- [Source records]
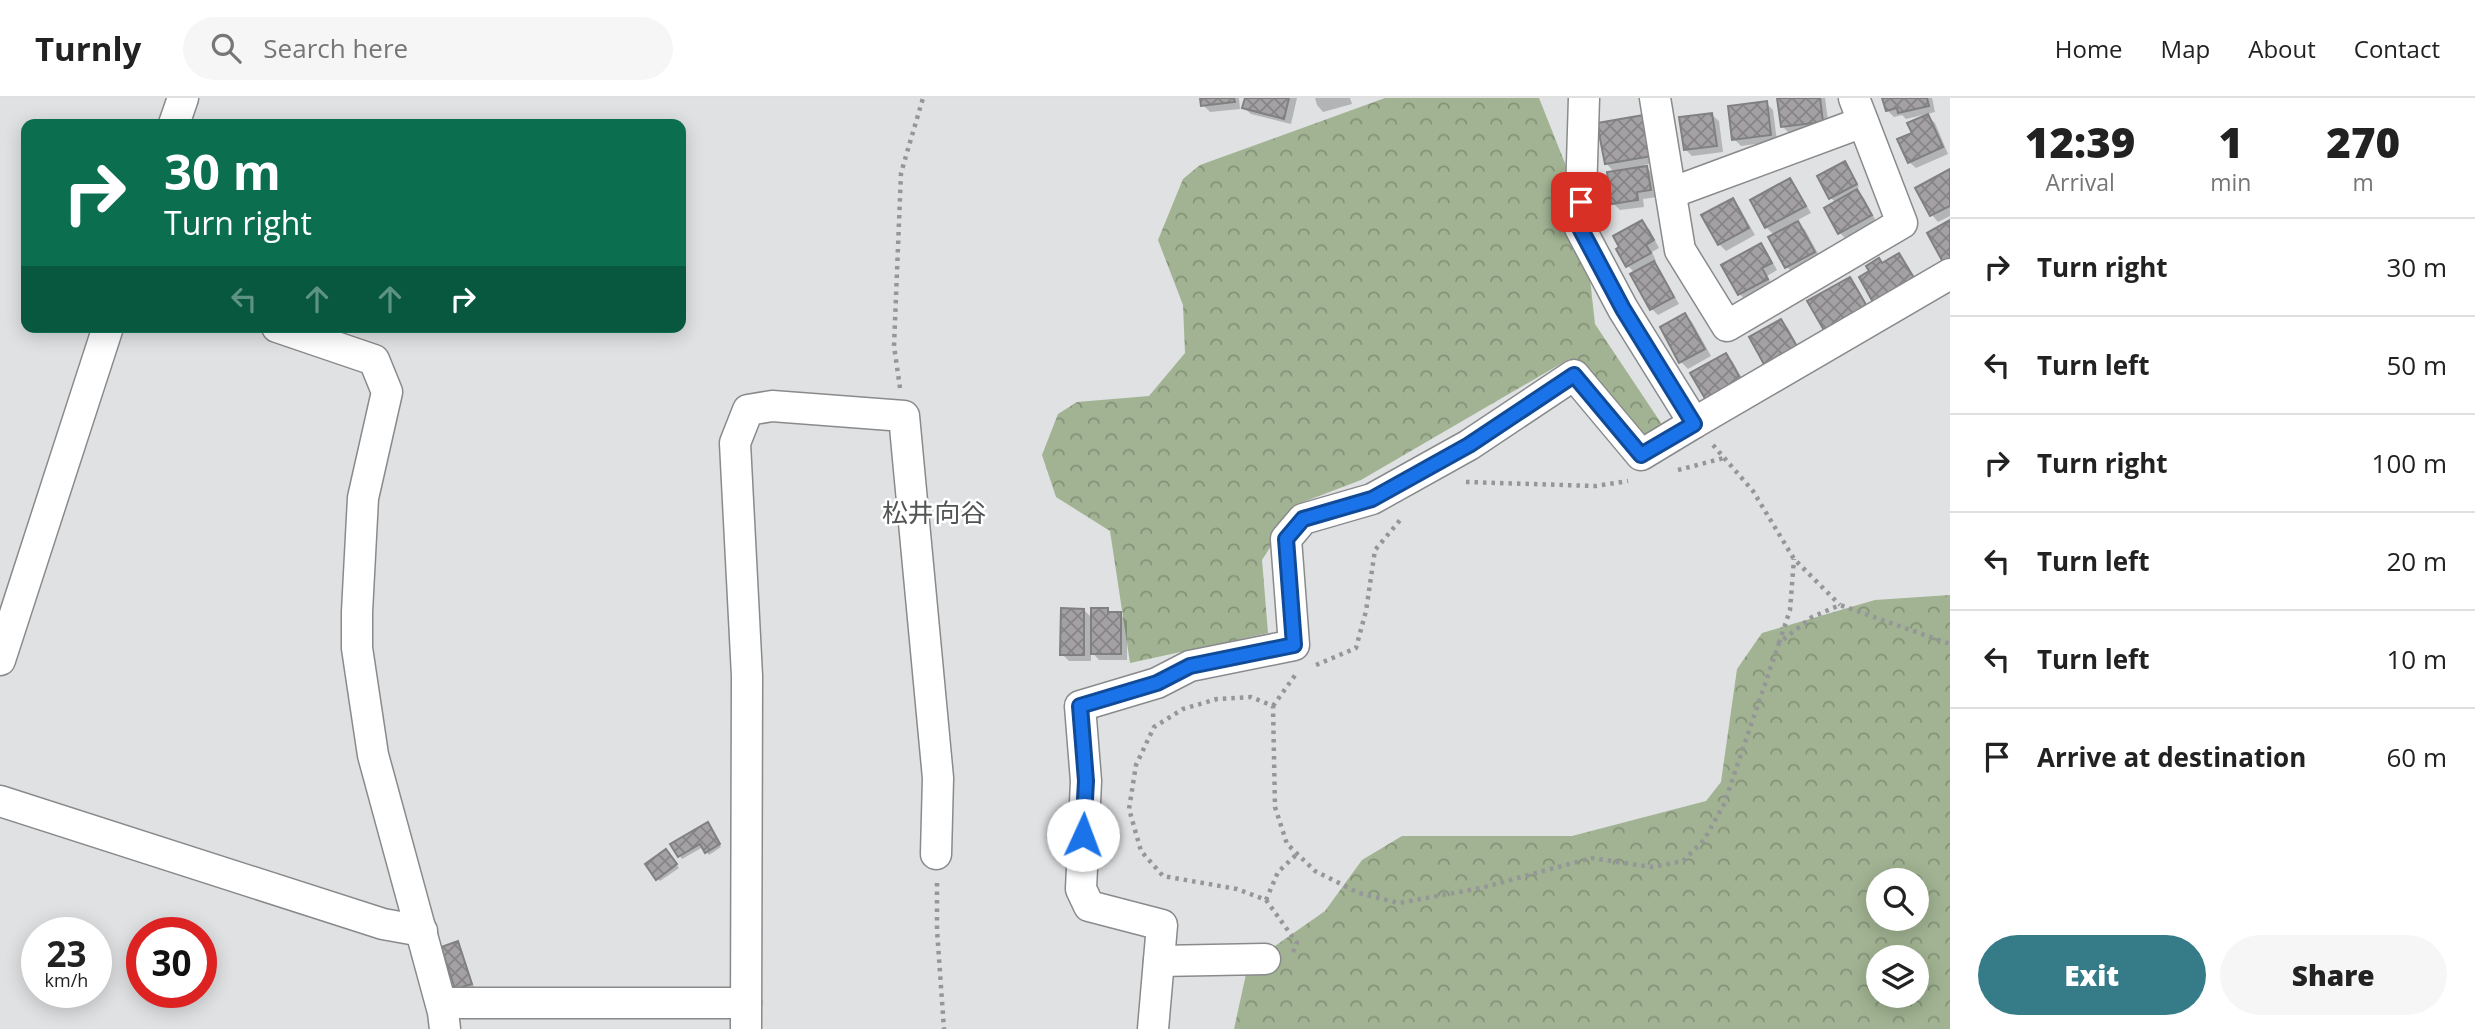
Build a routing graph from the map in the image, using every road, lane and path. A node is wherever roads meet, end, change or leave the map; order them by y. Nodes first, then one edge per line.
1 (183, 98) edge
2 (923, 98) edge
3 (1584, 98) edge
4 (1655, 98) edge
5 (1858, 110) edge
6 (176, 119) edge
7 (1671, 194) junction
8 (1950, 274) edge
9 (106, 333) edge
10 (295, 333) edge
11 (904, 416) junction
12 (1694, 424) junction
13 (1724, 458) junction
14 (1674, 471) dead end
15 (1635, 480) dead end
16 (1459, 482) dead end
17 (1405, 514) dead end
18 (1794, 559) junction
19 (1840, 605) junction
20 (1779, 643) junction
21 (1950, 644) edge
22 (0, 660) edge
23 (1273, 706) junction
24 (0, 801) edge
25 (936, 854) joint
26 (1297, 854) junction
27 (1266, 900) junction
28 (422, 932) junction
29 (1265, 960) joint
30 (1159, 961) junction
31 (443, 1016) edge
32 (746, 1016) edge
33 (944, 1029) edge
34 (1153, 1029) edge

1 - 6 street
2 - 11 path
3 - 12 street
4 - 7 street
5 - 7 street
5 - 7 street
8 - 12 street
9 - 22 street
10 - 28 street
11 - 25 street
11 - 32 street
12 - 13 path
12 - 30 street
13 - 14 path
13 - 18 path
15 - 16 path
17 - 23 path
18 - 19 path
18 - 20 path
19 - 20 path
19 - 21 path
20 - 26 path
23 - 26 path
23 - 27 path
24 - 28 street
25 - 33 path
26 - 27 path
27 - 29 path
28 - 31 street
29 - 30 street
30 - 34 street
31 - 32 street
* * *
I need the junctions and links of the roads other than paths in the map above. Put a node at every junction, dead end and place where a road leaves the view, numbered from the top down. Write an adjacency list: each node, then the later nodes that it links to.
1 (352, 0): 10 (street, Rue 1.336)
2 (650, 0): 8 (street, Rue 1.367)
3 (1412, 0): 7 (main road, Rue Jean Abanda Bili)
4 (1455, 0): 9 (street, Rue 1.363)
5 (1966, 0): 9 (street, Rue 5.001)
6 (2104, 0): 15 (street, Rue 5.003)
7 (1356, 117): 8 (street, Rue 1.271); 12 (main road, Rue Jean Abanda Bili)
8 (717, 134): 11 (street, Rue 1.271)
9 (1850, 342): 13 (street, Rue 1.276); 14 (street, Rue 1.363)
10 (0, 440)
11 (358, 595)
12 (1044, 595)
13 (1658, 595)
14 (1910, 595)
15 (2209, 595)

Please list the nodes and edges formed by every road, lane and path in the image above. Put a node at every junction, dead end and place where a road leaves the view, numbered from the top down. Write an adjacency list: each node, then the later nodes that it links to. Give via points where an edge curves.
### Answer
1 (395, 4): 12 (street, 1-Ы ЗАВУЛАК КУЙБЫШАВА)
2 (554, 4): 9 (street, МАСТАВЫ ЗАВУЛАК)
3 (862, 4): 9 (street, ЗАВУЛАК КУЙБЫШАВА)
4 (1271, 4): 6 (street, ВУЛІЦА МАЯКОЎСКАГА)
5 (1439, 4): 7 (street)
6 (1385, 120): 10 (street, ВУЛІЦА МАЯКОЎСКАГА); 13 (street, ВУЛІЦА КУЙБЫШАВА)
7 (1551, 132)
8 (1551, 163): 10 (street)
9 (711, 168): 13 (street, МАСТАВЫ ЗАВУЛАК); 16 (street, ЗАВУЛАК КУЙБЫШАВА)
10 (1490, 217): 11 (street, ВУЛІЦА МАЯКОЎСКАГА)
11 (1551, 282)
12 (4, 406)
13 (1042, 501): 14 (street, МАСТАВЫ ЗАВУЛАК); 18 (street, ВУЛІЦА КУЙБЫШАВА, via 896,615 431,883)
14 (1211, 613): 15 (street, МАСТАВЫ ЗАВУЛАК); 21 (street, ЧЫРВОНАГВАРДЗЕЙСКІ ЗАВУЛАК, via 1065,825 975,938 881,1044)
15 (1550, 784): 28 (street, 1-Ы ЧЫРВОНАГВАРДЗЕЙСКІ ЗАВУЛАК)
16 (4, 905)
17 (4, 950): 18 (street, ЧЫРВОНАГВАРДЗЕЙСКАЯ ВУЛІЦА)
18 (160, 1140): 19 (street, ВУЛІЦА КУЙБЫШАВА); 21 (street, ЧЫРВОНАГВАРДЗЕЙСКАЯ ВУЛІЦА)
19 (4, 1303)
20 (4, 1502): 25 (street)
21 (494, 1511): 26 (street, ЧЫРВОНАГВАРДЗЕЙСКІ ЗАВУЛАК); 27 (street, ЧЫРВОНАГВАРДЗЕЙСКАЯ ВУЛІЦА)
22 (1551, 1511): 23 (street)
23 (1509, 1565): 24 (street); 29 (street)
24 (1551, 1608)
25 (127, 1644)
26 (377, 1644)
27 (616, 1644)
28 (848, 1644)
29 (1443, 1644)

- [What you will do] Copy the lines of the data above exactly as written, beginning with the line containing "I need the junctions" and ending with the line containing "Please list the", and leave out all other lines.

- [Solution below]
I need the junctions and links of the roads other than paths in the map above. Put a node at every junction, dead end and place where a road leaves the view, numbered from the top down. Write an adjacency list: each node, then the later nodes that it links to.
1 (352, 0): 10 (street, Rue 1.336)
2 (650, 0): 8 (street, Rue 1.367)
3 (1412, 0): 7 (main road, Rue Jean Abanda Bili)
4 (1455, 0): 9 (street, Rue 1.363)
5 (1966, 0): 9 (street, Rue 5.001)
6 (2104, 0): 15 (street, Rue 5.003)
7 (1356, 117): 8 (street, Rue 1.271); 12 (main road, Rue Jean Abanda Bili)
8 (717, 134): 11 (street, Rue 1.271)
9 (1850, 342): 13 (street, Rue 1.276); 14 (street, Rue 1.363)
10 (0, 440)
11 (358, 595)
12 (1044, 595)
13 (1658, 595)
14 (1910, 595)
15 (2209, 595)

Please list the nodes and edges formed by every road, lane and path in the image above. Put a node at every junction, dead end and place where a road leaves the view, numbered from the top down. Write an adjacency list: each node, then the later nodes that it links to. Give via points where an edge curves.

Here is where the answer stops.